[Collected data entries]
______

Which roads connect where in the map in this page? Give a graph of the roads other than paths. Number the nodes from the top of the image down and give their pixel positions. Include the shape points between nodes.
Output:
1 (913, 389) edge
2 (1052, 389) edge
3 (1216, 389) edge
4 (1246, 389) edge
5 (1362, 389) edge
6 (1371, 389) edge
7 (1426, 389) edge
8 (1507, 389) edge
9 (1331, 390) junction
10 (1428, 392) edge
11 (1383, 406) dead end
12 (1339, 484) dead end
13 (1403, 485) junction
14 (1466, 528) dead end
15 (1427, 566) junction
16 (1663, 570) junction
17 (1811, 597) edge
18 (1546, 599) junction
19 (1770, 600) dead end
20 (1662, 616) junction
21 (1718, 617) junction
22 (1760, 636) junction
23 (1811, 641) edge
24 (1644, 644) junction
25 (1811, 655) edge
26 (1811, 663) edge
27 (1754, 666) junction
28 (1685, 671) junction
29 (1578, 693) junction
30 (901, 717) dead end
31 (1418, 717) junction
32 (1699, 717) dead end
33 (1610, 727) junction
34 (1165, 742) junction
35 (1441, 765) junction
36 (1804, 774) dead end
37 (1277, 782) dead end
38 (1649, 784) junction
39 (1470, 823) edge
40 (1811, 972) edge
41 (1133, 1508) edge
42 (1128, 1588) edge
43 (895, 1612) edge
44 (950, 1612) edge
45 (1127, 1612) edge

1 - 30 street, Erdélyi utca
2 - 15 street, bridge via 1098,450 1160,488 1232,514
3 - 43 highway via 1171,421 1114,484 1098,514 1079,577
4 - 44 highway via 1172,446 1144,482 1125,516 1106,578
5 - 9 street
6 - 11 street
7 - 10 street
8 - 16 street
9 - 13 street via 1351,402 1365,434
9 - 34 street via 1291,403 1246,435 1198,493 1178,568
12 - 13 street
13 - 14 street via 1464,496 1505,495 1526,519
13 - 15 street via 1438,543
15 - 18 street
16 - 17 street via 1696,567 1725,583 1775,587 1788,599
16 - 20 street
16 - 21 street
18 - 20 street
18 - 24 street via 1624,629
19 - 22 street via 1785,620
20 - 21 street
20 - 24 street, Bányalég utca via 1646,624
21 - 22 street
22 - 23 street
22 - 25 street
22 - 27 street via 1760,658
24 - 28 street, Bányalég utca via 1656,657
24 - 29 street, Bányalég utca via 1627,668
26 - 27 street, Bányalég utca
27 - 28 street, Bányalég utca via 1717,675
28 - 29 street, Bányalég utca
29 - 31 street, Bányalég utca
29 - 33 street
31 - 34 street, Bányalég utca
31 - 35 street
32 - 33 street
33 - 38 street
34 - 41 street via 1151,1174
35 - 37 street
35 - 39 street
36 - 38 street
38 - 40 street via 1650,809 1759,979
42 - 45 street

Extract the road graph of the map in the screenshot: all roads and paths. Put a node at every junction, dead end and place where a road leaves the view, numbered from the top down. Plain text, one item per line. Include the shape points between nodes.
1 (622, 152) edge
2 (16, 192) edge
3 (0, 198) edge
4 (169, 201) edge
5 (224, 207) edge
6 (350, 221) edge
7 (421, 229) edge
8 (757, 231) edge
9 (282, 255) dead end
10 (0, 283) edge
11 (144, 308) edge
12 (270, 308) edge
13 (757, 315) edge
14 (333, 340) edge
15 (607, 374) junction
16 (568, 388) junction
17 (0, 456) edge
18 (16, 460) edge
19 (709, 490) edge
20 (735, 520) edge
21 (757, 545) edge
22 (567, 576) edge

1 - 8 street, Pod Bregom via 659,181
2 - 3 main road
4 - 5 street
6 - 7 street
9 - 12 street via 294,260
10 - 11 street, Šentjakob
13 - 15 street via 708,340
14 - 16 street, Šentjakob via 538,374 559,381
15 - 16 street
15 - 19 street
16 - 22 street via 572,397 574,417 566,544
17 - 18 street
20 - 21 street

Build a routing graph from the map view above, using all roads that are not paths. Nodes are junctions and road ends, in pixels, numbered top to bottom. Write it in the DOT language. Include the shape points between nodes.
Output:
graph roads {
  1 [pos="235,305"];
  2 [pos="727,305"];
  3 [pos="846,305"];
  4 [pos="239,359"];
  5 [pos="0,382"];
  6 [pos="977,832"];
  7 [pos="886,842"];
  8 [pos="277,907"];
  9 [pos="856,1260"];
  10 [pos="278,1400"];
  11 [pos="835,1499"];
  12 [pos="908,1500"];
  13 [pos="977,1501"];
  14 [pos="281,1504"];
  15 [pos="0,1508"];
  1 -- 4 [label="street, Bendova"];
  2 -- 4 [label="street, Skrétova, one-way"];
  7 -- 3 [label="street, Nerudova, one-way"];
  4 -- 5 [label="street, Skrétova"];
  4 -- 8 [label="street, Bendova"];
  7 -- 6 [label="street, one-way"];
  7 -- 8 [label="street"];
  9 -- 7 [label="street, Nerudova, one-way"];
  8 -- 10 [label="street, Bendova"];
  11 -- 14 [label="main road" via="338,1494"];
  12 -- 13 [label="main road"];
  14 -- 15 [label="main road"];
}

______

▶ **Exercise directions**
Each line above should be reproduced exactly, with nothing omitted.

▶ **Output of the task**
Which roads connect where in the map in this page? Give a graph of the roads other than paths. Number the nodes from the top of the image down and give their pixel positions. Include the shape points between nodes.
Output:
1 (913, 389) edge
2 (1052, 389) edge
3 (1216, 389) edge
4 (1246, 389) edge
5 (1362, 389) edge
6 (1371, 389) edge
7 (1426, 389) edge
8 (1507, 389) edge
9 (1331, 390) junction
10 (1428, 392) edge
11 (1383, 406) dead end
12 (1339, 484) dead end
13 (1403, 485) junction
14 (1466, 528) dead end
15 (1427, 566) junction
16 (1663, 570) junction
17 (1811, 597) edge
18 (1546, 599) junction
19 (1770, 600) dead end
20 (1662, 616) junction
21 (1718, 617) junction
22 (1760, 636) junction
23 (1811, 641) edge
24 (1644, 644) junction
25 (1811, 655) edge
26 (1811, 663) edge
27 (1754, 666) junction
28 (1685, 671) junction
29 (1578, 693) junction
30 (901, 717) dead end
31 (1418, 717) junction
32 (1699, 717) dead end
33 (1610, 727) junction
34 (1165, 742) junction
35 (1441, 765) junction
36 (1804, 774) dead end
37 (1277, 782) dead end
38 (1649, 784) junction
39 (1470, 823) edge
40 (1811, 972) edge
41 (1133, 1508) edge
42 (1128, 1588) edge
43 (895, 1612) edge
44 (950, 1612) edge
45 (1127, 1612) edge

1 - 30 street, Erdélyi utca
2 - 15 street, bridge via 1098,450 1160,488 1232,514
3 - 43 highway via 1171,421 1114,484 1098,514 1079,577
4 - 44 highway via 1172,446 1144,482 1125,516 1106,578
5 - 9 street
6 - 11 street
7 - 10 street
8 - 16 street
9 - 13 street via 1351,402 1365,434
9 - 34 street via 1291,403 1246,435 1198,493 1178,568
12 - 13 street
13 - 14 street via 1464,496 1505,495 1526,519
13 - 15 street via 1438,543
15 - 18 street
16 - 17 street via 1696,567 1725,583 1775,587 1788,599
16 - 20 street
16 - 21 street
18 - 20 street
18 - 24 street via 1624,629
19 - 22 street via 1785,620
20 - 21 street
20 - 24 street, Bányalég utca via 1646,624
21 - 22 street
22 - 23 street
22 - 25 street
22 - 27 street via 1760,658
24 - 28 street, Bányalég utca via 1656,657
24 - 29 street, Bányalég utca via 1627,668
26 - 27 street, Bányalég utca
27 - 28 street, Bányalég utca via 1717,675
28 - 29 street, Bányalég utca
29 - 31 street, Bányalég utca
29 - 33 street
31 - 34 street, Bányalég utca
31 - 35 street
32 - 33 street
33 - 38 street
34 - 41 street via 1151,1174
35 - 37 street
35 - 39 street
36 - 38 street
38 - 40 street via 1650,809 1759,979
42 - 45 street

Extract the road graph of the map in the screenshot: all roads and paths. Put a node at every junction, dead end and place where a road leaves the view, numbered from the top down. Plain text, one item per line. Include the shape points between nodes.
1 (622, 152) edge
2 (16, 192) edge
3 (0, 198) edge
4 (169, 201) edge
5 (224, 207) edge
6 (350, 221) edge
7 (421, 229) edge
8 (757, 231) edge
9 (282, 255) dead end
10 (0, 283) edge
11 (144, 308) edge
12 (270, 308) edge
13 (757, 315) edge
14 (333, 340) edge
15 (607, 374) junction
16 (568, 388) junction
17 (0, 456) edge
18 (16, 460) edge
19 (709, 490) edge
20 (735, 520) edge
21 (757, 545) edge
22 (567, 576) edge

1 - 8 street, Pod Bregom via 659,181
2 - 3 main road
4 - 5 street
6 - 7 street
9 - 12 street via 294,260
10 - 11 street, Šentjakob
13 - 15 street via 708,340
14 - 16 street, Šentjakob via 538,374 559,381
15 - 16 street
15 - 19 street
16 - 22 street via 572,397 574,417 566,544
17 - 18 street
20 - 21 street

Build a routing graph from the map view above, using all roads that are not paths. Nodes are junctions and road ends, in pixels, numbered top to bottom. Write it in the DOT language. Include the shape points between nodes.
Output:
graph roads {
  1 [pos="235,305"];
  2 [pos="727,305"];
  3 [pos="846,305"];
  4 [pos="239,359"];
  5 [pos="0,382"];
  6 [pos="977,832"];
  7 [pos="886,842"];
  8 [pos="277,907"];
  9 [pos="856,1260"];
  10 [pos="278,1400"];
  11 [pos="835,1499"];
  12 [pos="908,1500"];
  13 [pos="977,1501"];
  14 [pos="281,1504"];
  15 [pos="0,1508"];
  1 -- 4 [label="street, Bendova"];
  2 -- 4 [label="street, Skrétova, one-way"];
  7 -- 3 [label="street, Nerudova, one-way"];
  4 -- 5 [label="street, Skrétova"];
  4 -- 8 [label="street, Bendova"];
  7 -- 6 [label="street, one-way"];
  7 -- 8 [label="street"];
  9 -- 7 [label="street, Nerudova, one-way"];
  8 -- 10 [label="street, Bendova"];
  11 -- 14 [label="main road" via="338,1494"];
  12 -- 13 [label="main road"];
  14 -- 15 [label="main road"];
}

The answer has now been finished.